McMillon on Tuesday said he would remain on the council, noting it was important that the Bentonville-based retailer “stay engaged to try to influence decisions in a positive way and help bring people together.” McMillon was critical of Trump’s post-Charlottesville comments, saying the President “missed a critical opportunity to help bring our country together by unequivocally rejecting the appalling actions of white supremacists.”

The strategy council held a conference call Wednesday morning with council members. According to several published reports, the council’s consensus was to disband. In addition to McMillon, members of the council include Mary Barra, chairman and CEO of General Motors, Indra Nooyi, chairman and CEO of PepsiCo, and Jim McNerney, former head of Boeing.

A statement from the council noted, “Intolerance, racism and violence have absolutely no place in this country and are an affront to core American values. We believe the debate over forum participation has become a distraction from our well-intentioned and sincere desire to aid vital policy discussions on how to improve the lives of everyday Americans. As such, the president and we are disbanding the forum.”

Wal-Mart did not respond to numerous attempts Wednesday by Talk Business & Politics to seek comment about McMillon’s stance.

Prior to Trump’s Wednesday tweet that ended the two councils, Intel CEO Brian Krzanich announced his resignation from the manufacturing council.

“Earlier today, I tendered my resignation from the American Manufacturing Council. I resigned to call attention to the serious harm our divided political climate is causing to critical issues, including the serious need to address the decline of American manufacturing. Politics and political agendas have sidelined the important mission of rebuilding America’s manufacturing base.”

Nine members of the manufacturing council resigned before it was ended by Trump.

However, several CEOs of companies with operations in Arkansas decided to remain on the manufacturing initiative. Mark Sutton, CEO of Memphis-based International Paper, said the council could help the nation by creating more job opportunities.

“International Paper strongly condemns the violence that took place in Charlottesville over the weekend – there is no place for hatred, bigotry and racism in our society. We are a company that fosters an inclusive workforce where all employees are valued and treated with dignity and respect.
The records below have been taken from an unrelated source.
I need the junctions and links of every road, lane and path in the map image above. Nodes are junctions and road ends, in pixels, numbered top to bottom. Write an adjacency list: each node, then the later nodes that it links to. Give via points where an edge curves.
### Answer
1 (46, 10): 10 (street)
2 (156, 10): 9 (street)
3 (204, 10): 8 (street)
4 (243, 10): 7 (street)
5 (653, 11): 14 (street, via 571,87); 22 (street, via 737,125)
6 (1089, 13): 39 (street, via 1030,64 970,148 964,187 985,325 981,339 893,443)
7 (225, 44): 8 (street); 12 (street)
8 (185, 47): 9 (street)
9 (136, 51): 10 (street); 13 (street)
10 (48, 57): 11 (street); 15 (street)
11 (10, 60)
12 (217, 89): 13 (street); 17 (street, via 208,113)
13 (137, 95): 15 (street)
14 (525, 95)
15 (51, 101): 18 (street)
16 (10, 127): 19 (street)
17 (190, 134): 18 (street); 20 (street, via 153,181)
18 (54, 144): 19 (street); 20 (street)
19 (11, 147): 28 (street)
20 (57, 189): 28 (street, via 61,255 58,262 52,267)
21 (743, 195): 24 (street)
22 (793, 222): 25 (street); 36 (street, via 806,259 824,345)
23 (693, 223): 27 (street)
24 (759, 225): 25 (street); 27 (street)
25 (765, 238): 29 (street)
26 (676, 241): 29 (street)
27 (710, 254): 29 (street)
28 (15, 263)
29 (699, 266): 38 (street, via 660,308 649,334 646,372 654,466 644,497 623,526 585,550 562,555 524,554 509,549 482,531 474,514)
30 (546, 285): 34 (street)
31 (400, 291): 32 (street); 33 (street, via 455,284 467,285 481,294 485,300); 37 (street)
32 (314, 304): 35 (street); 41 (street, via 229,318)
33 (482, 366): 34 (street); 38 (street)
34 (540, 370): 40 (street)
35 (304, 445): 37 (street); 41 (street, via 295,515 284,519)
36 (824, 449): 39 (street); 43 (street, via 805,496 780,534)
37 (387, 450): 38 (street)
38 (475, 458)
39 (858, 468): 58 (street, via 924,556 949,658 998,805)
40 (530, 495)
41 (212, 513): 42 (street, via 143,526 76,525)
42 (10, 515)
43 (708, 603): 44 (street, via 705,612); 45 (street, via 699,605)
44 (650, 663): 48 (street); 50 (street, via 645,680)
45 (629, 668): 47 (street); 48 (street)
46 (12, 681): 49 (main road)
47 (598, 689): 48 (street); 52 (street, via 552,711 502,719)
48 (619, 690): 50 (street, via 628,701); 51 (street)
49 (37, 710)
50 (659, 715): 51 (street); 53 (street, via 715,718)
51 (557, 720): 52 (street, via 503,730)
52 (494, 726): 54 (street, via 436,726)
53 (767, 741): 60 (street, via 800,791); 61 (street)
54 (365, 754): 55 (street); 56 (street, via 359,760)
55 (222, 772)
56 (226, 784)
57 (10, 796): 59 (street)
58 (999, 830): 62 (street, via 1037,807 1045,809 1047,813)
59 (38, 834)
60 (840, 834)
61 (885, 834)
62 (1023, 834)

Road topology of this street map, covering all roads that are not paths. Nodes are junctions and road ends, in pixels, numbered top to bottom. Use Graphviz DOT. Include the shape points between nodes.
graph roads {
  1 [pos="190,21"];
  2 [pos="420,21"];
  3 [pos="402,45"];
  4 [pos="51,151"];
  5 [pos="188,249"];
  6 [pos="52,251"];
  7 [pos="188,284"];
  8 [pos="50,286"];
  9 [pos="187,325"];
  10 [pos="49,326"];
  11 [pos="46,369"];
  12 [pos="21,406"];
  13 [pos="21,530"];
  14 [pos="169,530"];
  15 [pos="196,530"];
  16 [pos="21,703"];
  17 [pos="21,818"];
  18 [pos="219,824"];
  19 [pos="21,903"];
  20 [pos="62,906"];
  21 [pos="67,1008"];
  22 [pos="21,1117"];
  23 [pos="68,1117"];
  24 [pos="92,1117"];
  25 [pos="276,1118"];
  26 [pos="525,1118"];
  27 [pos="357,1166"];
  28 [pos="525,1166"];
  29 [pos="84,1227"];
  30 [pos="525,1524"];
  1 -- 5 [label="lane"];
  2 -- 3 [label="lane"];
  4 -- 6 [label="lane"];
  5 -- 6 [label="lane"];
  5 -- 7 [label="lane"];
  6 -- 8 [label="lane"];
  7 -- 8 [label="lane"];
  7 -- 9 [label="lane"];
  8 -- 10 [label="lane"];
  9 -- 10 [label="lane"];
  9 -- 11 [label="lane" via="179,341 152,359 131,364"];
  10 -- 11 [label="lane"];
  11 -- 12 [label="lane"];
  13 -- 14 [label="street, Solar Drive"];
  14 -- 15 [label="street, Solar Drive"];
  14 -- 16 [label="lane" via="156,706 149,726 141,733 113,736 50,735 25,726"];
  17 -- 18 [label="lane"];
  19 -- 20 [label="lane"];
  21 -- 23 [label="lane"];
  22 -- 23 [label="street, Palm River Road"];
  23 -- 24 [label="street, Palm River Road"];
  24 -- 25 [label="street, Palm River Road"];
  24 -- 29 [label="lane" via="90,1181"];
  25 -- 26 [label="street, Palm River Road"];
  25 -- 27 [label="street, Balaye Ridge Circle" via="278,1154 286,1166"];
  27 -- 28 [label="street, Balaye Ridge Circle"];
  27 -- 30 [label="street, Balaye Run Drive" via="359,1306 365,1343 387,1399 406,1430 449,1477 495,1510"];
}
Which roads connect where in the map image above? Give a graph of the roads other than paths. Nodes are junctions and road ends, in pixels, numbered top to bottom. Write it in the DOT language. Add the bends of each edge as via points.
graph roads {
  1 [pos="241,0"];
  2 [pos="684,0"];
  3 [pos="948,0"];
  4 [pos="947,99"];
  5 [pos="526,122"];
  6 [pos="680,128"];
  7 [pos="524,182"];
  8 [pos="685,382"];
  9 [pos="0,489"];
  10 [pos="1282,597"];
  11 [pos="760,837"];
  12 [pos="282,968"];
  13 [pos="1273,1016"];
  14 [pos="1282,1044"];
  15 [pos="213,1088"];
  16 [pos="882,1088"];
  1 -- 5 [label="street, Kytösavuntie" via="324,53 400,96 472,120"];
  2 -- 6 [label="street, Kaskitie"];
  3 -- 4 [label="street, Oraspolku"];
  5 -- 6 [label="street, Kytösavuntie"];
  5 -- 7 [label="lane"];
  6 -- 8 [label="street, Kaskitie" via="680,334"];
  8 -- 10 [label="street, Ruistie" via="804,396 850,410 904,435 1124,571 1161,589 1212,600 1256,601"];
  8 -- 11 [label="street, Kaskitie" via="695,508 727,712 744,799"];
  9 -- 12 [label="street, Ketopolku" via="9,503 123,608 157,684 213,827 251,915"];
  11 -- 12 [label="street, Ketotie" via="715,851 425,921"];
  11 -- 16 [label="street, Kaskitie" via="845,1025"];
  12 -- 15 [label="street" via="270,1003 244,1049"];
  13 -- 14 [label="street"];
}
Through our participation on the Manufacturing Jobs Council, we will work to strengthen the social and economic fabric of communities across the country by creating employment opportunities in manufacturing,” the company noted in a statement prior to the council being disbanded.

Marillyn Hewson, chairman, president and CEO of Bethesda, Md.-based Lockheed Martin Corp., said she would stay on the manufacturing council because it would be “the best way to represent our company and our employees.”

John Ferriola, CEO of Charlotte, N.C.-based Nucor, also condemned the violence but said he would stay on the manufacturing council.

“At Nucor, we condemn the violence that occurred this past weekend in Charlottesville and reject the hate, bigotry, and racism expressed at the demonstration. As North America’s largest steel producer, Nucor has engaged with several administrations to work on policies that help strengthen the U.S. manufacturing sector and provide opportunities for American workers. We believe a strong manufacturing sector is the backbone of a strong economy, and we will continue to serve as a member of the White House Manufacturing Jobs Initiative.”